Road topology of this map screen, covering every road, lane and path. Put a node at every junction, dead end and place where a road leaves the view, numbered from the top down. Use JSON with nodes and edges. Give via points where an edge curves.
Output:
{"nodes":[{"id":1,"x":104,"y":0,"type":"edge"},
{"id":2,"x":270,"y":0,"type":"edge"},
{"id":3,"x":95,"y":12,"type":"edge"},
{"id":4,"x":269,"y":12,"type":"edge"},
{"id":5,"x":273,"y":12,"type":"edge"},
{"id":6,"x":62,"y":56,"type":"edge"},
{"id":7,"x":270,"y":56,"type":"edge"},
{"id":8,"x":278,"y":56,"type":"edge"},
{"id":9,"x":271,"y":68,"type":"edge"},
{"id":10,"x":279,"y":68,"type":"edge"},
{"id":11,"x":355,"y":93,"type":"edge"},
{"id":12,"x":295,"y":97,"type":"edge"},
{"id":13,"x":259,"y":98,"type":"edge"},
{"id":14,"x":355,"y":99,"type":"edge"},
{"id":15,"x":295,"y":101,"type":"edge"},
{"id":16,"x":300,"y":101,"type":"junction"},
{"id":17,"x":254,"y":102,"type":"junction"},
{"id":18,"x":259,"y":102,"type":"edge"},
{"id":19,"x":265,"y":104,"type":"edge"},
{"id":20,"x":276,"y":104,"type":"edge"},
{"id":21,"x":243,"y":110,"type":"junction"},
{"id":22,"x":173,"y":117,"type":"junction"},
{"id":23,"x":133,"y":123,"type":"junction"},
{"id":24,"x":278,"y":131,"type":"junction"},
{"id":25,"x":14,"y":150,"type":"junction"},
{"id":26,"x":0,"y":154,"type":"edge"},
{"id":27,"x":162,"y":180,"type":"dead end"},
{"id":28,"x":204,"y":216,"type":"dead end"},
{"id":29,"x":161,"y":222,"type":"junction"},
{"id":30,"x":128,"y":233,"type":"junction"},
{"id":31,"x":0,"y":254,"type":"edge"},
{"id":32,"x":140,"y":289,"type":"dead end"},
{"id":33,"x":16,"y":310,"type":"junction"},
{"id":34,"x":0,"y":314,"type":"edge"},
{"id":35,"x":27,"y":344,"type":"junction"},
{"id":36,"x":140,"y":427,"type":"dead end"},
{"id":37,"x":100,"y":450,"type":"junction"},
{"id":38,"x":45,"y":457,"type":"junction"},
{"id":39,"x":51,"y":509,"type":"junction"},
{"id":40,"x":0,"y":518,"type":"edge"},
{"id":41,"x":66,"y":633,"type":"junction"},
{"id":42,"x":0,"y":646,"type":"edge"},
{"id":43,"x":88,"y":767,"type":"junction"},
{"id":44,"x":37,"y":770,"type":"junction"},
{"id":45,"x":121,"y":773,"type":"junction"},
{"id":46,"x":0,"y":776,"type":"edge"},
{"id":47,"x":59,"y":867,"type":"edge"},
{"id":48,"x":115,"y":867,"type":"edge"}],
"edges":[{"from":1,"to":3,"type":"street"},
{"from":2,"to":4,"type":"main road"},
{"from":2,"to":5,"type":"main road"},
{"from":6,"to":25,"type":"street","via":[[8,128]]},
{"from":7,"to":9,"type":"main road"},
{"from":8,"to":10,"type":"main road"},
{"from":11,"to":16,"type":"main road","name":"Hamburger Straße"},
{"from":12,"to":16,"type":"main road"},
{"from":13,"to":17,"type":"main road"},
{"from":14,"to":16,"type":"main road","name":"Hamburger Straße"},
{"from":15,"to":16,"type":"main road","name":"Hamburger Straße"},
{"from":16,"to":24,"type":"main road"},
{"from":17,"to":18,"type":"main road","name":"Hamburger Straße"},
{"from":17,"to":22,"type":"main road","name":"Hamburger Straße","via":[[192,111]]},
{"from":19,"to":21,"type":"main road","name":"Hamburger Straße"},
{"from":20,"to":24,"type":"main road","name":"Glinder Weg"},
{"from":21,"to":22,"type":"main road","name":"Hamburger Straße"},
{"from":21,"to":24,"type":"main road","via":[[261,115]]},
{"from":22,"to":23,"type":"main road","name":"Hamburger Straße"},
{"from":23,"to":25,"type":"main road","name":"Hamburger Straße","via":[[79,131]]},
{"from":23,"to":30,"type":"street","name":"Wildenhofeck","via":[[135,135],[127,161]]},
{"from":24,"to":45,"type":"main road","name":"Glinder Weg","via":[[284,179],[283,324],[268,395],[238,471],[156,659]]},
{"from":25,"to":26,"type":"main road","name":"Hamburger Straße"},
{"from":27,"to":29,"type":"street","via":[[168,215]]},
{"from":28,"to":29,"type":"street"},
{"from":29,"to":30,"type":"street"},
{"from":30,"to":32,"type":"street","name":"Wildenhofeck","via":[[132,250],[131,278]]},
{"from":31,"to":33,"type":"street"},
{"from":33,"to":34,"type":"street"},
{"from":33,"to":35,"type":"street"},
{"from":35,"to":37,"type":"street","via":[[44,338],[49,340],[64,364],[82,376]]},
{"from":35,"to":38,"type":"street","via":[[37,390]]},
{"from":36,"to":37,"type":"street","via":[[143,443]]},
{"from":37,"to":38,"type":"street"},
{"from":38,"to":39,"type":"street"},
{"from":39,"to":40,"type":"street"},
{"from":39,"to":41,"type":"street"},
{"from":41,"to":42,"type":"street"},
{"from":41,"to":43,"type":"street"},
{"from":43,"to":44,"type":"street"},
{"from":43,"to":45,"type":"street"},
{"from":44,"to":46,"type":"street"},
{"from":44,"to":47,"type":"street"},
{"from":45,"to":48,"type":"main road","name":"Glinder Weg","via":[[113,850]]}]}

:::::

§ **WORK INSTRUCTIONS**
Write out each line above containing "nodes".

§ **ANSWER**
Road topology of this map screen, covering every road, lane and path. Put a node at every junction, dead end and place where a road leaves the view, numbered from the top down. Use JSON with nodes and edges. Give via points where an edge curves.
{"nodes":[{"id":1,"x":104,"y":0,"type":"edge"},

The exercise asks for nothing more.